__Supplied records__:
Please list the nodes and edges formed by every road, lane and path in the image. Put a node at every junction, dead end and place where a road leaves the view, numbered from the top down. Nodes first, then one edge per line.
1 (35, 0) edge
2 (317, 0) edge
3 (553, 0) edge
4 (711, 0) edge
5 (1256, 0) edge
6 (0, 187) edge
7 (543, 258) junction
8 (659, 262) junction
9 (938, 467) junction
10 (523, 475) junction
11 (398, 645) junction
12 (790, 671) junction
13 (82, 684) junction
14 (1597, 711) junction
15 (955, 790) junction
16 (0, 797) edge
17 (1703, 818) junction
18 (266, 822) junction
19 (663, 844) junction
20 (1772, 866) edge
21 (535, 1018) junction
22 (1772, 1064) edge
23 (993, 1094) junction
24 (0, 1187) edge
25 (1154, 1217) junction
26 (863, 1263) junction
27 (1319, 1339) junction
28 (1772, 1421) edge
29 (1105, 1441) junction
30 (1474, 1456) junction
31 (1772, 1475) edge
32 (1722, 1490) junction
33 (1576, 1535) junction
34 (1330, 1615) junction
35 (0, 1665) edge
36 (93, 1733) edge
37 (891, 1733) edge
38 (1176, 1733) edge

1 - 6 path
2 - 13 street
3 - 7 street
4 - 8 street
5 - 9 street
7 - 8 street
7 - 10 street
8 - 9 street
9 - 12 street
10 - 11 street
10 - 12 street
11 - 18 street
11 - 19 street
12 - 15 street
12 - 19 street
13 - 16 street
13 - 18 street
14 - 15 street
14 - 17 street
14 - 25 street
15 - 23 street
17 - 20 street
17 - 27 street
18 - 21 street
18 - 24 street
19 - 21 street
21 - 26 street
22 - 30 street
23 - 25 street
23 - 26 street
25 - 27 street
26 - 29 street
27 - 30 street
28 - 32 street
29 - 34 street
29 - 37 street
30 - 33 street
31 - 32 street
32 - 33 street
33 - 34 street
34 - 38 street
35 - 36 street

__Work task__: Show the lines where the word "path" appears in the entries.

__Reply__:
Please list the nodes and edges formed by every road, lane and path in the image. Put a node at every junction, dead end and place where a road leaves the view, numbered from the top down. Nodes first, then one edge per line.
1 - 6 path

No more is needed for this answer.